Last night a tweet about this article where one mother of two children with ADHD (one who also has autism) responds to this article in the New York Times which, apparently (no, I haven't read it myself - post isn't about either of these articles, but bear with me, my own ADHD mind is actually following a logical path here), blames parents and more specifically parenting for symptoms attributed to ADHD...
I ended up listening to a radio interview with the blogging mother responding to the New York Times article. In that radio interview, she described her son's symptoms. Amongst other things she said he had difficulty concentrating to read. Which got me thinking about my own boy - who is not diagnosed with ADHD, but who I firmly believe has ADHD all the same. He's a very clever kid - much like the son of this writer. He can solve problems when he's motivated enough to summon some sort of focus, but he is mostly too restless to focus on anything for long.
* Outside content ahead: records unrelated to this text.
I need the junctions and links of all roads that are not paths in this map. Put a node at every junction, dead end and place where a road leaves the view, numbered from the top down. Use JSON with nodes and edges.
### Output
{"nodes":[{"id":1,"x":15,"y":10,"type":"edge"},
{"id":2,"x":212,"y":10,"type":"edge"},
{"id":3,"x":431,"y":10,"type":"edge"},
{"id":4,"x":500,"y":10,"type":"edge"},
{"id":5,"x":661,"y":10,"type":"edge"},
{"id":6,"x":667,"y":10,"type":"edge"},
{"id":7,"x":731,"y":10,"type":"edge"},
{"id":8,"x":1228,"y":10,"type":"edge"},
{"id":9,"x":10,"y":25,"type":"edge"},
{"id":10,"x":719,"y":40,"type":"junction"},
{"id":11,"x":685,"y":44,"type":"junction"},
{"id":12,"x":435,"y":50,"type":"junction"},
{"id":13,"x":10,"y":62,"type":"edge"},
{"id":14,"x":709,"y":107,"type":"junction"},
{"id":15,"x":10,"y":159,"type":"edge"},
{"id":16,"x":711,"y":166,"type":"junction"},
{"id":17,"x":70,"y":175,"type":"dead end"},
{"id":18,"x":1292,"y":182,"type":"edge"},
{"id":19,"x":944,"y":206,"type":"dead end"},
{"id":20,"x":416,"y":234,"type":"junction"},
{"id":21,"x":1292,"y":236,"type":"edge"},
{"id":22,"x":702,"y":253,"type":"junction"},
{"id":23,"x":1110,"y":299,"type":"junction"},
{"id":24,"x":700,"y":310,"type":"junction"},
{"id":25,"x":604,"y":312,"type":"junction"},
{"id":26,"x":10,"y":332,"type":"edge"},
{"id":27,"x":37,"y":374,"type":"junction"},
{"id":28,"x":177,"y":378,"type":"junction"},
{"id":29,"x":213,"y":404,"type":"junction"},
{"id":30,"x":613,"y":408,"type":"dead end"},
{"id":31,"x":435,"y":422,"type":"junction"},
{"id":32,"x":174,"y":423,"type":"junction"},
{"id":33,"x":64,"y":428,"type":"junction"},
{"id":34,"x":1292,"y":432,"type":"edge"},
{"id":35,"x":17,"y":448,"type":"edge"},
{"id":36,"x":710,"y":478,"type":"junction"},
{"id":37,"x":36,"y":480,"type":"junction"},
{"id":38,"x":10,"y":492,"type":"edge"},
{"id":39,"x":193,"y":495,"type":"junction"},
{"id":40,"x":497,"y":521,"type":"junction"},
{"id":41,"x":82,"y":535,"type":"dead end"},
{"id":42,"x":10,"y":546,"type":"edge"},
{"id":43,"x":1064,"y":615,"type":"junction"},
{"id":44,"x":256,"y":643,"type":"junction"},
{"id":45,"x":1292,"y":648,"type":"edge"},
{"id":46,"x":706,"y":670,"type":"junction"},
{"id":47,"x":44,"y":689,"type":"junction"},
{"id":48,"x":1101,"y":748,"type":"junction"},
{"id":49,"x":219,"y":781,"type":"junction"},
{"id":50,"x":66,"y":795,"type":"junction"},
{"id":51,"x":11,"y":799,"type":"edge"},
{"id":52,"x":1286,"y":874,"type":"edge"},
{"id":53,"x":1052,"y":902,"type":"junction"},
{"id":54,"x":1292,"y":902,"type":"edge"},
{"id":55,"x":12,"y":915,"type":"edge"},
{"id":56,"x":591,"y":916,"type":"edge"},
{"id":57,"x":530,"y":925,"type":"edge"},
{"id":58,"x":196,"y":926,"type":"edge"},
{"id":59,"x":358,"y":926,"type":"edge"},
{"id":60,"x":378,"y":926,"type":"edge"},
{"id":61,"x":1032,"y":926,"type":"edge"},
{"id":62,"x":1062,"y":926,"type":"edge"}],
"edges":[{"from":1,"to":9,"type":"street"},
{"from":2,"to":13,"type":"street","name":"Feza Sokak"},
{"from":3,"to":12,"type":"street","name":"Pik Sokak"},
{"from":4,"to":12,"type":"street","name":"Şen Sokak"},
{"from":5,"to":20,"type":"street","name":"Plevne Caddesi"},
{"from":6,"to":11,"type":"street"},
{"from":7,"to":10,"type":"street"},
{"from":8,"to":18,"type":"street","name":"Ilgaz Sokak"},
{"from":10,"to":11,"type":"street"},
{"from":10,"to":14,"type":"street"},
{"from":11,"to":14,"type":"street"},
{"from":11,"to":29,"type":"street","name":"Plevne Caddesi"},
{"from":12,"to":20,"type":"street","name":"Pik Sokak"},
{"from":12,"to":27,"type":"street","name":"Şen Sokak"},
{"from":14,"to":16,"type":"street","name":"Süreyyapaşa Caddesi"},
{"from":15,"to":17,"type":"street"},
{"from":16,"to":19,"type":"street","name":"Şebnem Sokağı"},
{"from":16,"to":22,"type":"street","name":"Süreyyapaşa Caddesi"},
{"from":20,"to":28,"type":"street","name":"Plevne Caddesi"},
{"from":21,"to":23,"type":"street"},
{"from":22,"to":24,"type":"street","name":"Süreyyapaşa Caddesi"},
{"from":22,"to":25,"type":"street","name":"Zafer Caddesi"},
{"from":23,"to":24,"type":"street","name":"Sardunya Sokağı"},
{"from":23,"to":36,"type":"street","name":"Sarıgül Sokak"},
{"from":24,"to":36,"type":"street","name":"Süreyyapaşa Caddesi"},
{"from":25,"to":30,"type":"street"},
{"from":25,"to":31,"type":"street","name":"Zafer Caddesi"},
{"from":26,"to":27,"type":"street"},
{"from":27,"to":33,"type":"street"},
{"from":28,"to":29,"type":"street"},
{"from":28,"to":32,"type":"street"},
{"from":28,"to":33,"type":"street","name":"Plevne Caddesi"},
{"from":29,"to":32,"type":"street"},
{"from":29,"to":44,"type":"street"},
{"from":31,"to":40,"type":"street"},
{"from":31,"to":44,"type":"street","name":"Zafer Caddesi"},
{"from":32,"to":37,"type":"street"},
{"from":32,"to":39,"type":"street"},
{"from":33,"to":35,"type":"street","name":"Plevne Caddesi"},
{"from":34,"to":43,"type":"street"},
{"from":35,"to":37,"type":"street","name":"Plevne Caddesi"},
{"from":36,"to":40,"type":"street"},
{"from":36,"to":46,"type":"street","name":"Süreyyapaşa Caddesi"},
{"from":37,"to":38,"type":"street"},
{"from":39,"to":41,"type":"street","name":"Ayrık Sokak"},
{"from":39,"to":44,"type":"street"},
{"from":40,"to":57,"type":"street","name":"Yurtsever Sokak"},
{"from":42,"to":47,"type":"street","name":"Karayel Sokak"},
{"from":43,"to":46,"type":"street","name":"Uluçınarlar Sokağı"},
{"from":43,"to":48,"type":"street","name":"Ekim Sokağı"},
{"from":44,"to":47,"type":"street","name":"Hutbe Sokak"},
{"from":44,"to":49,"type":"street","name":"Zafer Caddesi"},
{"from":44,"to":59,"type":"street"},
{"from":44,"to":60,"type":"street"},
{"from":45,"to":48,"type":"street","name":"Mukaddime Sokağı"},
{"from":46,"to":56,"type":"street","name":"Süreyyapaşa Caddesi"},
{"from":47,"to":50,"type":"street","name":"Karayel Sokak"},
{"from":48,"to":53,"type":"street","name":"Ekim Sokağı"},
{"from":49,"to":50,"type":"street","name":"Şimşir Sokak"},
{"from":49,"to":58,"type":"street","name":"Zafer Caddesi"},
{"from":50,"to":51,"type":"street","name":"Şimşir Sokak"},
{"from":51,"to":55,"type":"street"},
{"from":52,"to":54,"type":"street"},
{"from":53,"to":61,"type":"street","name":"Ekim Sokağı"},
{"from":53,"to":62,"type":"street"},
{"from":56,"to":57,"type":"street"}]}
This boy of mine cannot sit still. He certainly cannot read for any length of time. This is a big worry for the Grumpy Old Man and I because next year he will be at high school, and there he'll be expected to read quite a lot every day. When he was little I used to worry that he wouldn't be able to read, that he might have dyslexia. There is dyslexia in my family, but so far none of my boys seems to have it.
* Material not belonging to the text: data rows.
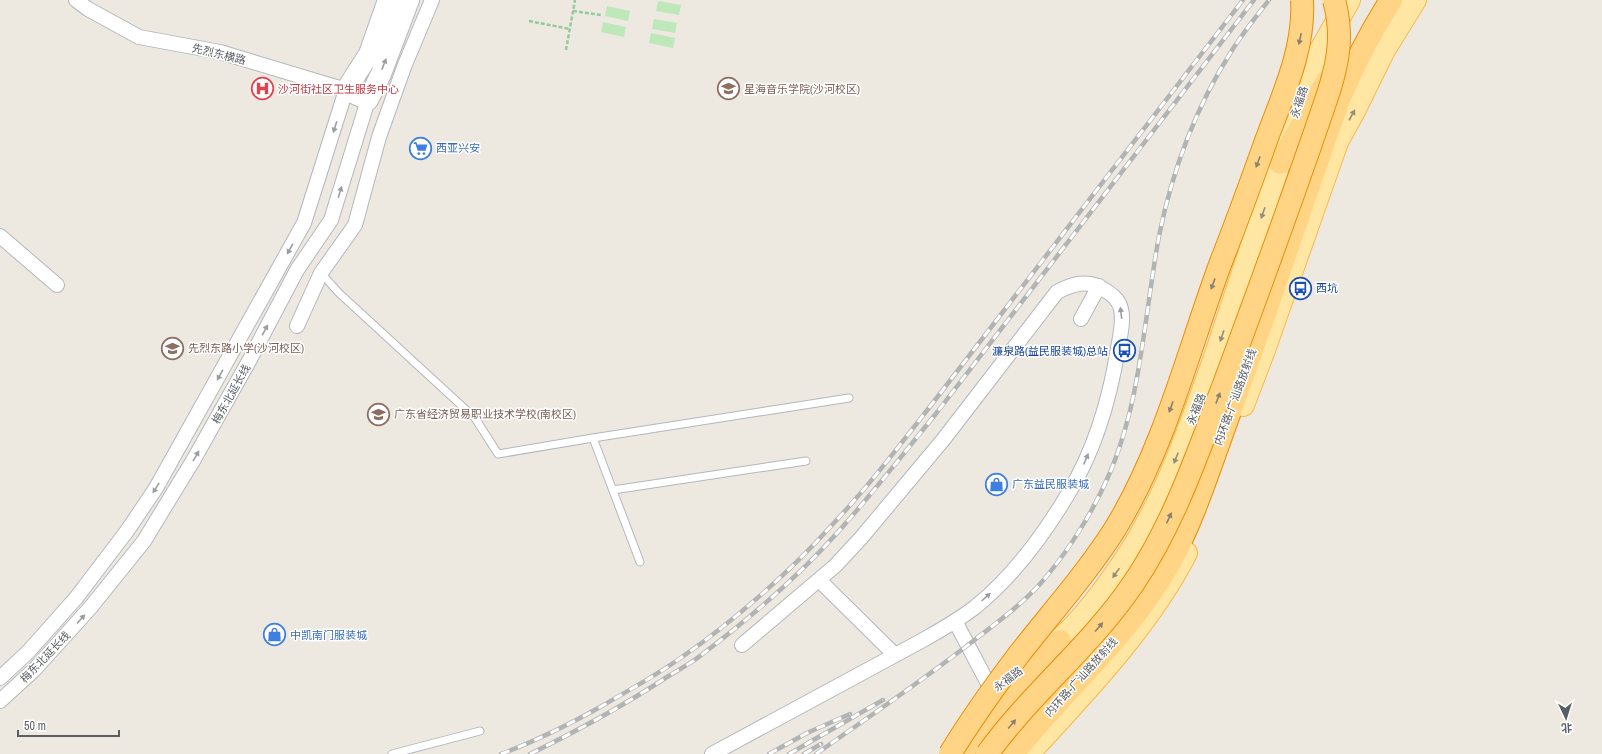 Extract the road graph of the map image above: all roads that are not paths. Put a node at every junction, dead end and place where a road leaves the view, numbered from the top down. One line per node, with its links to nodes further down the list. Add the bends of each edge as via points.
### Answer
1 (76, 0): 11 (street, 先烈东横路, via 139,37 220,52)
2 (388, 0): 11 (street, 梅东北延长线, via 369,54)
3 (409, 0): 12 (street, 梅东北延长线, one-way to 3, via 381,74)
4 (432, 0): 15 (street, via 404,67 379,138)
5 (1302, 0): 43 (highway, one-way to 43, bridge, via 1301,32 1297,52 1169,413 1140,483 1114,529 1081,578 1002,677)
6 (1334, 0): 45 (highway, one-way to 6, bridge, via 1111,613 1141,572 1168,522 1235,353 1329,91 1339,47 1339,28)
7 (1349, 0): 13 (main road, 永福路, via 1318,54 1307,79)
8 (1377, 0): 13 (highway, via 1348,44)
9 (1390, 0): 46 (highway, 内环路-广汕路放射线, via 1361,51 1338,102 1258,334 1180,544 1131,620)
10 (1415, 0): 47 (main road, one-way to 10, via 1074,704 1154,607 1190,547 1264,350 1337,142 1384,50)
11 (346, 90): 12 (street, 先烈东横路); 22 (street, 梅东北延长线, one-way to 22, via 304,223)
12 (368, 100): 14 (street, 梅东北延长线, one-way to 12)
13 (1280, 163): 31 (main road, 永福路, one-way to 31, via 1198,405 1164,489 1130,552 1095,602)
14 (331, 220): 15 (street); 23 (street, 梅东北延长线, one-way to 14, via 297,270)
15 (355, 225): 17 (street)
16 (0, 236): 18 (street)
17 (321, 273): 21 (street); 25 (lane, via 339,293 475,418 498,454)
18 (56, 285)
19 (1099, 286): 20 (street); 29 (street, via 1083,283 1070,285 1057,292 943,440 861,538); 30 (street, one-way to 19, via 999,585 1028,553 1068,493 1092,444 1115,368 1122,322 1117,300)
20 (1081, 319)
21 (297, 326)
22 (238, 342): 23 (street); 34 (street, 梅东北延长线, one-way to 34, via 156,488 127,531 76,598 28,652)
23 (255, 350): 35 (street, 梅东北延长线, one-way to 23, via 90,608 144,541 194,459)
24 (848, 398): 25 (lane)
25 (593, 438): 27 (lane)
26 (806, 460): 27 (lane)
27 (613, 490): 28 (lane)
28 (640, 562)
29 (819, 580): 32 (street); 33 (street)
30 (955, 621): 33 (street); 37 (street)
31 (1060, 641): 37 (main road, 永福路); 44 (highway, via 1024,678)
32 (742, 645)
33 (895, 655): 41 (street)
34 (12, 666): 35 (street); 36 (street, 梅东北延长线)
35 (35, 669): 38 (street, 梅东北延长线)
36 (0, 678)
37 (992, 690): 42 (main road, 永福路, via 967,716)
38 (0, 701)
39 (480, 731): 40 (lane)
40 (392, 754)
41 (712, 754)
42 (940, 754)
43 (950, 754)
44 (961, 754)
45 (987, 754)
46 (1013, 754)
47 (1028, 754) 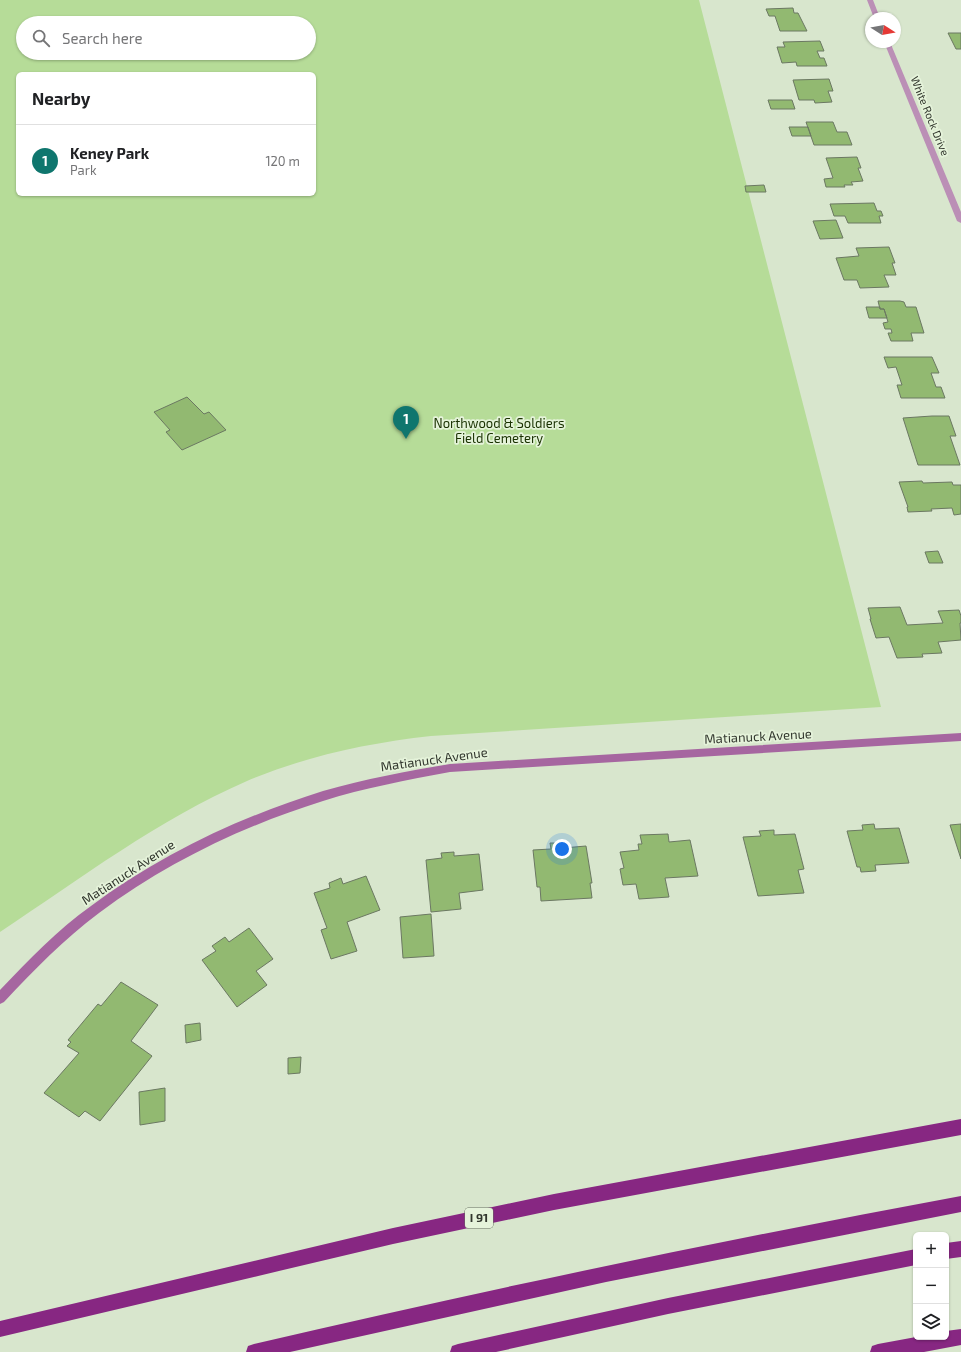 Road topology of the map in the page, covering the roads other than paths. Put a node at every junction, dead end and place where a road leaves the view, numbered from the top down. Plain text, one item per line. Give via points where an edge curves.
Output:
1 (870, 0) edge
2 (875, 12) edge
3 (889, 48) edge
4 (961, 221) edge
5 (961, 737) edge
6 (0, 998) edge
7 (961, 1126) edge
8 (961, 1204) edge
9 (961, 1249) edge
10 (949, 1251) edge
11 (913, 1258) edge
12 (0, 1328) edge
13 (961, 1337) edge
14 (254, 1352) edge
15 (458, 1352) edge
16 (878, 1352) edge

1 - 2 street
3 - 4 street, White Rock Drive
5 - 6 street, Matianuck Avenue via 450,768 409,774 326,794 257,817 156,869 64,933
7 - 12 highway, I 91 via 546,1204 386,1238
8 - 14 highway via 622,1269 435,1309
9 - 10 highway
11 - 15 highway via 668,1306
13 - 16 highway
This boy can read. He can read enough to chat with his friends on Minecraft. He can read enough to send and receive emails. He can read enough to get by doing school work. He can read.
What he doesn't do is read - actually sit and read as a pastime . He rarely picks up a book for anything more than a minute or two. He seems incapable of sitting still long enough to really read.
I taught myself to read when I was four. I read a lot for many years. I read thousands and thousands of books. I hyper-focused on books to exclusion of anything and everything going on around me. I read with great appetite until I was in my early 20s, and then my appetite started to dwindle.
I've written about this before...
I'm confused and bewildered about it, when I stop to actually think about it.
You see, I can't focus long enough to read a page of a book anymore.
I used to blame my sight. My eyes got tired, I'd think - but, you know, it's not that because books come in audio form, and I don't listen to them either.
So, now you're probably a bit confused yourself... She was talking about parenting and ADHD, then she was talking about her boy who isn't diagnosed but who she believes has ADHD, and who can't seem to focus on reading for any length of time, and now she's talking about her own inability to focus to read even a page of a book... Where is she going with this???
Okay, maybe I don't really know where I'm going with this...
Maybe it is that I see my child struggles to read even though he can read and I see myself now, struggling to maintain focus long enough to get swept up in a book... Long enough to begin hyper focusing (the opposite extreme of the ADHD spectrum of focus, we either don't focus or we hyper focus, it's what we do).
And I guess, I'm wondering why I'm not swept away by books anymore? I absolutely adore stories! I do! So, why don't books do it for me, now?
I'm so very envious of all the people around me who wax lyrical about their love affair with books. I used to have a love affair with books, it was so sweet.
These days I feel bored, mostly. I pick up a book and try to figure out if I've read it before or not. Chances are, if it was written any time in the past 20 years, I haven't read it, but it always feels as if I have.
What is wrong with me? People recommend a book - lots of people tell my about a book and say they love it. They say it made them see the world in a whole new way, it transformed them! I read it, and I'm distracted, I'm bored, I'm fighting the urge to skip to the good bits. I'm desperately hoping there are some good bits... How can this be?
I was talking to the Grumpy Old Man about this before and he felt that perhaps I was searching for something in particular, a theme or a style and I just hadn't found it yet.
I thought about the last book I read which caused me to hyper focus... It was from the Twilight series. I cringe. I know all the book lovers around me will be gagging... I know it wasn't well written. I don't even read vampire novels! But there was something there that got under my skin. I was gripped by being inside the imbalanced mind of a sixteen year old girl caught up in infatuation.
The other book that springs to mind is Lia Hill's 'The Beginners Guide to Living'... Again, a young person struggling with his emotions...
Books about adults struggling with their emotions bore me and frustrate me - I want the protagonists to just grow up already! I don't want to read about adults behaving like teenagers and having angst. I'm not saying these stories aren't true to life - I know adult angst is very true to life. I just don't want to read about it. I don't want to read about adults falling in love either. I don't want to read crime. I don't want to read historical novels. I don't want to read post apocalyptic novels with people eating one another.
What is wrong with me?
Is it the ADHD?
Is it something else?
Has my imagination run off in the dark of night, abandoning me completely and leaving me a dried up old shell of a person who once loved books?
Can I really be a writer if the thought of reading books makes me want to run away and hide?
And linked to all of this, but not at all related... Should I push through my angst over being labelled a mother wanting to 'brand' her child and get this boy diagnosed in the hopes of him possibly gaining enough focus to pick up a book and read it... And should I possibly consider getting some help for myself at the same time?